═════ Available records

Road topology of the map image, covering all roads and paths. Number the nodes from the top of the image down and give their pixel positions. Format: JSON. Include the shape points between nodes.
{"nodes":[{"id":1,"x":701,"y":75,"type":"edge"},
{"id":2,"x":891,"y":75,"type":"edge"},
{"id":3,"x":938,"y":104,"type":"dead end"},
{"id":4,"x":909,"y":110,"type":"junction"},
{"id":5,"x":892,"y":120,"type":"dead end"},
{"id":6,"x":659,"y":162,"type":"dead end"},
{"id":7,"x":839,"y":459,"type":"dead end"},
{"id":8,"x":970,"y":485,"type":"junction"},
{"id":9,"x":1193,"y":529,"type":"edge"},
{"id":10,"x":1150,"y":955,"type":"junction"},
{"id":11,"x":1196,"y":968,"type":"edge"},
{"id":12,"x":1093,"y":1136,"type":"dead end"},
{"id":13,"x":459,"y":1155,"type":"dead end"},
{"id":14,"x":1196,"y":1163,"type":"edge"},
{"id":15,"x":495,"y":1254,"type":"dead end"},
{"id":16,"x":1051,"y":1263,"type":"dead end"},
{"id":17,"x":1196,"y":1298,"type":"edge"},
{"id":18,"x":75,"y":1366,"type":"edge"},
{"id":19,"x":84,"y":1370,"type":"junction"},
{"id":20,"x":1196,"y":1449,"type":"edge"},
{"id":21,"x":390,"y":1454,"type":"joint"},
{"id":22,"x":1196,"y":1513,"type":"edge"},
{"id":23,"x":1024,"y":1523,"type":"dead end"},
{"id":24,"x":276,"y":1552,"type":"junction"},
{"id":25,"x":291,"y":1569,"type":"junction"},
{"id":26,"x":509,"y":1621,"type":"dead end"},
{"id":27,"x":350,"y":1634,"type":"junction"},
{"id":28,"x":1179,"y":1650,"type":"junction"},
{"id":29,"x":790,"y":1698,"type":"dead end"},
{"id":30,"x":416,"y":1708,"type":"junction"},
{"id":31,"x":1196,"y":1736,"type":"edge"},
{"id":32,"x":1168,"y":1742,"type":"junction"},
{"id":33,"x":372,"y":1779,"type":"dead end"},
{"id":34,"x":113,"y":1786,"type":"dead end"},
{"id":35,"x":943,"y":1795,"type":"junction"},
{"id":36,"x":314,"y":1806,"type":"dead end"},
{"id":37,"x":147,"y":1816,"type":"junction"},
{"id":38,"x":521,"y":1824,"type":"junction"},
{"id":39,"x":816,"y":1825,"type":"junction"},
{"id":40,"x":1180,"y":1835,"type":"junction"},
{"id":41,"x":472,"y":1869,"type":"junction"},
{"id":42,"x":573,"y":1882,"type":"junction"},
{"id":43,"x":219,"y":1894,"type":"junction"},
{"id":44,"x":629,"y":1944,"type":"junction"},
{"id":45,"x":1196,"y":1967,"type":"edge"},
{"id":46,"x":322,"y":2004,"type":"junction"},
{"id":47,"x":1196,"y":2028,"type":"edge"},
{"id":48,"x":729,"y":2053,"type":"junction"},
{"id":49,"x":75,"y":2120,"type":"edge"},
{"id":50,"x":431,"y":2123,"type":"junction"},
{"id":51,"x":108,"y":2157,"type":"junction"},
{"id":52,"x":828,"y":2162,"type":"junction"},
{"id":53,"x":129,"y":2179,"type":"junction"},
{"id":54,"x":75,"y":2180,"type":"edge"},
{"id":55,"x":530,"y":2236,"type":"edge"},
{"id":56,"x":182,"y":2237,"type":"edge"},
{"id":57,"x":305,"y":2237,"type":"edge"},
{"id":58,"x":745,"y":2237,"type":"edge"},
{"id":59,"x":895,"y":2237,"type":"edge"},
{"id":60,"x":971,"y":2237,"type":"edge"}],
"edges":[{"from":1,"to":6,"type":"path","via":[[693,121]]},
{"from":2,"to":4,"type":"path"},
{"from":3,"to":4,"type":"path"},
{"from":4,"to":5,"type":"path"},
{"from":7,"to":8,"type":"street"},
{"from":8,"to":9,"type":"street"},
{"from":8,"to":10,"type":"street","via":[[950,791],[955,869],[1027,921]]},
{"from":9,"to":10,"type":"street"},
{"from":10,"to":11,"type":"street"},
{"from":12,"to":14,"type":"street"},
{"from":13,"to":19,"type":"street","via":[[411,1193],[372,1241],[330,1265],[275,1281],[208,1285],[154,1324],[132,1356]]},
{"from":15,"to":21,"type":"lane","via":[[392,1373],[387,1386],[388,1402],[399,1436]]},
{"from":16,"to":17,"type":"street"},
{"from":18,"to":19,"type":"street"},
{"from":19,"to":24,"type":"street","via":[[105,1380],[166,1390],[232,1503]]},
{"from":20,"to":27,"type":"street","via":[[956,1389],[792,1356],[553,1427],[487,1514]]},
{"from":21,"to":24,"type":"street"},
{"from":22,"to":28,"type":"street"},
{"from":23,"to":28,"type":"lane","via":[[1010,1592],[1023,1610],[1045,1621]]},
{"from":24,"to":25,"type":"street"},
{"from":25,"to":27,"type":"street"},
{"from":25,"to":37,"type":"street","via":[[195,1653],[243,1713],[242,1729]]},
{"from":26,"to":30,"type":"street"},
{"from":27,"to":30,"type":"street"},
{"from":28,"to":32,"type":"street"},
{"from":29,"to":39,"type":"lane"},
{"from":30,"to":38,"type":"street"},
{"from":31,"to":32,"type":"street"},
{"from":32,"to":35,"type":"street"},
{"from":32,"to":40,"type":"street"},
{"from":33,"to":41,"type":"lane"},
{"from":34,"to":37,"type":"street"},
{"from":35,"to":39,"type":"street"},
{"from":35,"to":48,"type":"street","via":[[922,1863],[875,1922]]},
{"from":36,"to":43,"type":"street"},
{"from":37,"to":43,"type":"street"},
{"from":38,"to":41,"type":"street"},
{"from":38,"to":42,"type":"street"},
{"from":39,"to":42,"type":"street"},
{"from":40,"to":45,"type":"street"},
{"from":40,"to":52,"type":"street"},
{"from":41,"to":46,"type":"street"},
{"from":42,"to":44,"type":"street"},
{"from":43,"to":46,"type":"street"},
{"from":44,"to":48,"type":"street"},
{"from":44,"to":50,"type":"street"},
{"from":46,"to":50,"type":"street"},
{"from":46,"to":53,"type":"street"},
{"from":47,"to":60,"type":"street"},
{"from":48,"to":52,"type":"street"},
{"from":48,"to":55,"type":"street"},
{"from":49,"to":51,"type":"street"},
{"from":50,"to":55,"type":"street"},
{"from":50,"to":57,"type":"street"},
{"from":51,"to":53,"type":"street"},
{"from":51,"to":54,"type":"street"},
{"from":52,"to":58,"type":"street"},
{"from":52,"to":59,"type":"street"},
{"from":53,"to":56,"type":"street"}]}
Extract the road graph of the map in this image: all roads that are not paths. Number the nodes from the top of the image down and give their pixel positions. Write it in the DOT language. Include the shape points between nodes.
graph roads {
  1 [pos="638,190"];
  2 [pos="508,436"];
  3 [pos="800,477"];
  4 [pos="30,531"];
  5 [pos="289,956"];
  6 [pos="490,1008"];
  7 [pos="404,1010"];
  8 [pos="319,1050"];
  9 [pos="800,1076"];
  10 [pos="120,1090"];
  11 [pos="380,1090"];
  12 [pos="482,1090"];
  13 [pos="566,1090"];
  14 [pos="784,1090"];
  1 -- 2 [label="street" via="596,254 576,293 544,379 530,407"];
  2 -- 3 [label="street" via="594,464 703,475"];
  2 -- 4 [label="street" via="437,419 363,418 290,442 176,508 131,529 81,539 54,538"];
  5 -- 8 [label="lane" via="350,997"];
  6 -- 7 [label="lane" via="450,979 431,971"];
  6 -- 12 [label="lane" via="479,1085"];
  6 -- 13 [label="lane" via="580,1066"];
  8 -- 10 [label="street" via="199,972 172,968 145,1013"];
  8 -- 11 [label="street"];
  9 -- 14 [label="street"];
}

══════════

**What you need to do**. Collect from the data above every line that includes "shape".

**Finished task**.
Road topology of the map image, covering all roads and paths. Number the nodes from the top of the image down and give their pixel positions. Format: JSON. Include the shape points between nodes.
Extract the road graph of the map in this image: all roads that are not paths. Number the nodes from the top of the image down and give their pixel positions. Write it in the DOT language. Include the shape points between nodes.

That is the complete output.